WHAT IS EXPECTED
Scan the listing below. Copy each line that contains "Lane".

RECORD SET

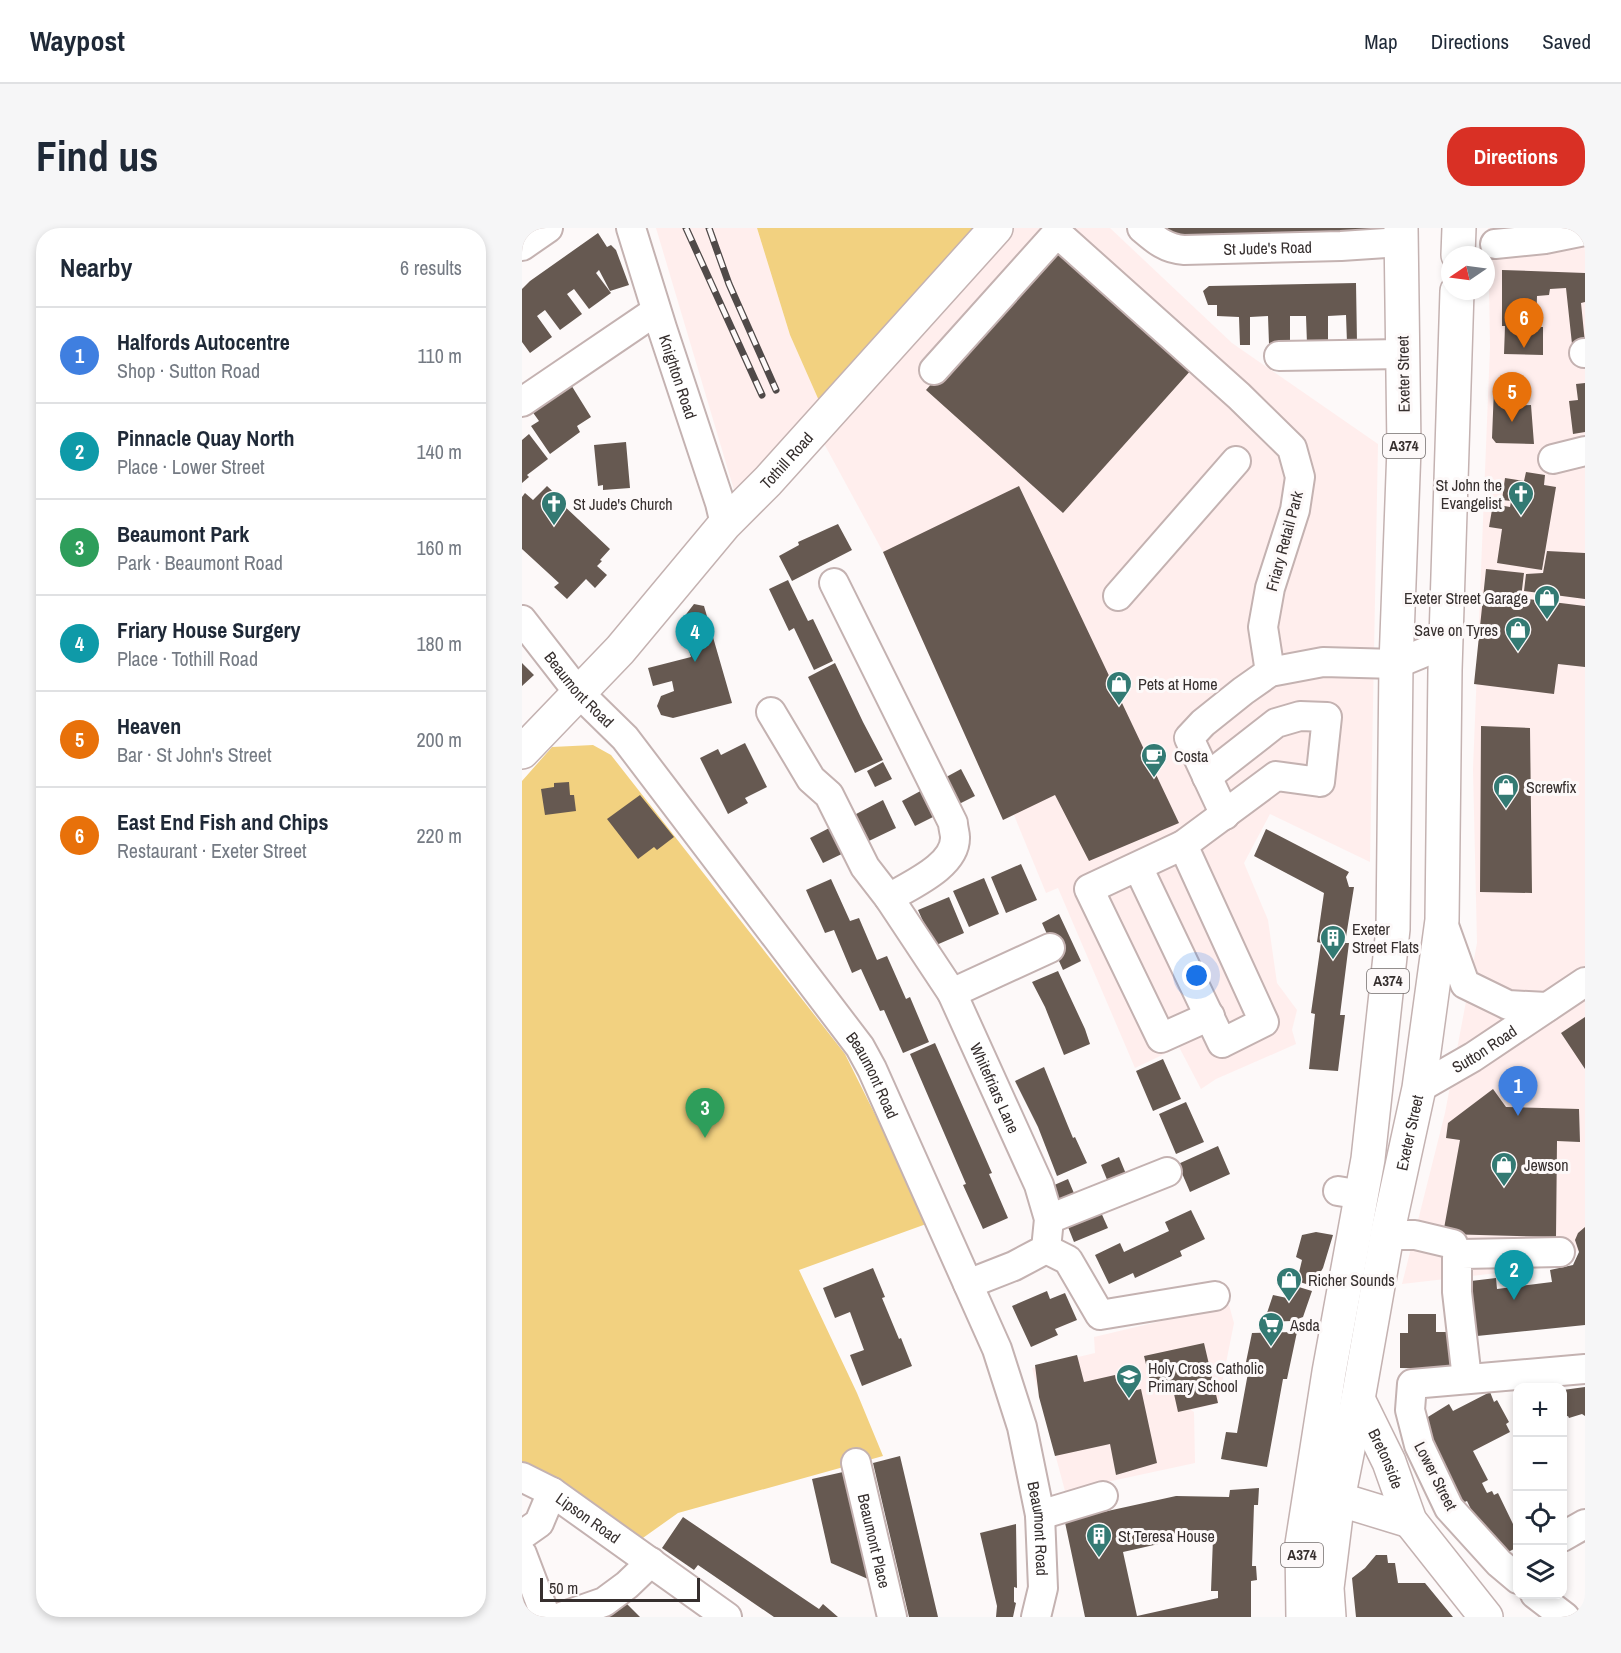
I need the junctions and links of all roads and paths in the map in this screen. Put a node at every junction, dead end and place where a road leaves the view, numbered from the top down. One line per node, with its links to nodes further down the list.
1 (548, 228): 9 (street)
2 (631, 228): 12 (street, Knighton Road)
3 (996, 228): 20 (main road, Tothill Road)
4 (1142, 228): 7 (street, St Jude's Road)
5 (1459, 228): 10 (main road)
6 (1585, 231): 8 (street)
7 (1401, 235): 13 (main road, Exeter Street / A374)
8 (1495, 244)
9 (522, 246)
10 (1458, 246)
11 (1457, 300): 24 (main road, Exeter Street / A374)
12 (656, 311): 16 (street); 20 (street, Knighton Road)
13 (1402, 354): 14 (street); 25 (main road, Exeter Street / A374)
14 (1280, 356)
15 (934, 370): 26 (street, Friary Retail Park)
16 (522, 402)
17 (1585, 451): 18 (street)
18 (1553, 459)
19 (1236, 461): 22 (street)
20 (725, 525): 27 (main road, Tothill Road)
21 (834, 584): 34 (street)
22 (1118, 596)
23 (522, 620): 27 (street, Beaumont Road)
24 (1447, 642): 25 (street); 35 (main road, Exeter Street / A374)
25 (1396, 664): 26 (street); 42 (main road, Exeter Street / A374)
26 (1270, 672): 30 (street)
27 (578, 692): 29 (main road, Tothill Road); 49 (street, Beaumont Road)
28 (771, 712): 34 (street, Whitefriars Lane)
29 (522, 752)
30 (1207, 777): 31 (street); 31 (street)
31 (1225, 815): 32 (street)
32 (1183, 845): 33 (street); 40 (street)
33 (1138, 867): 40 (street); 40 (street)
34 (889, 898): 38 (street, Whitefriars Lane)
35 (1442, 920): 39 (street, Sutton Road); 41 (main road, Exeter Street / A374)
36 (1050, 948): 38 (street)
37 (1585, 982): 39 (street, Sutton Road)
38 (952, 993): 44 (street, Whitefriars Lane)
39 (1547, 1007): 41 (street, Sutton Road)
40 (1210, 1016)
41 (1419, 1088): 42 (main road); 45 (main road, Exeter Street / A374)
42 (1368, 1159): 58 (main road, Exeter Street / A374)
43 (1167, 1172): 44 (street)
44 (1049, 1219): 47 (street, Whitefriars Lane)
45 (1387, 1235): 46 (street); 53 (main road, Exeter Street / A374)
46 (1453, 1244)
47 (1046, 1249): 49 (street); 50 (street)
48 (1560, 1252): 52 (street)
49 (968, 1284): 59 (street, Beaumont Road)
50 (1215, 1296)
51 (1585, 1369): 52 (street)
52 (1467, 1379): 66 (street, Lower Street)
53 (1358, 1399): 58 (main road, Exeter Street / A374); 60 (main road, Bretonside)
54 (856, 1463): 71 (street, Beaumont Place)
55 (522, 1477): 56 (street, Lipson Road)
56 (552, 1492): 62 (street); 65 (street, Lipson Road)
57 (1103, 1496): 59 (street)
58 (1324, 1496): 60 (main road, Bretonside); 73 (main road, Exeter Street / A374); 74 (main road, Exeter Street / A374)
59 (1040, 1515): 72 (street, Beaumont Road)
60 (1410, 1521): 75 (main road, Bretonside)
61 (1585, 1524): 63 (street)
62 (522, 1535)
63 (1567, 1535)
64 (522, 1554): 68 (street)
65 (651, 1562): 69 (street); 70 (street, Lipson Road)
66 (1513, 1575)
67 (1542, 1599): 76 (street)
68 (546, 1617)
69 (561, 1617)
70 (728, 1617)
71 (892, 1617)
72 (1036, 1617)
73 (1303, 1617)
74 (1329, 1617)
75 (1486, 1617)
76 (1565, 1617)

WRITTEN REPLY
28 (771, 712): 34 (street, Whitefriars Lane)
34 (889, 898): 38 (street, Whitefriars Lane)
38 (952, 993): 44 (street, Whitefriars Lane)
44 (1049, 1219): 47 (street, Whitefriars Lane)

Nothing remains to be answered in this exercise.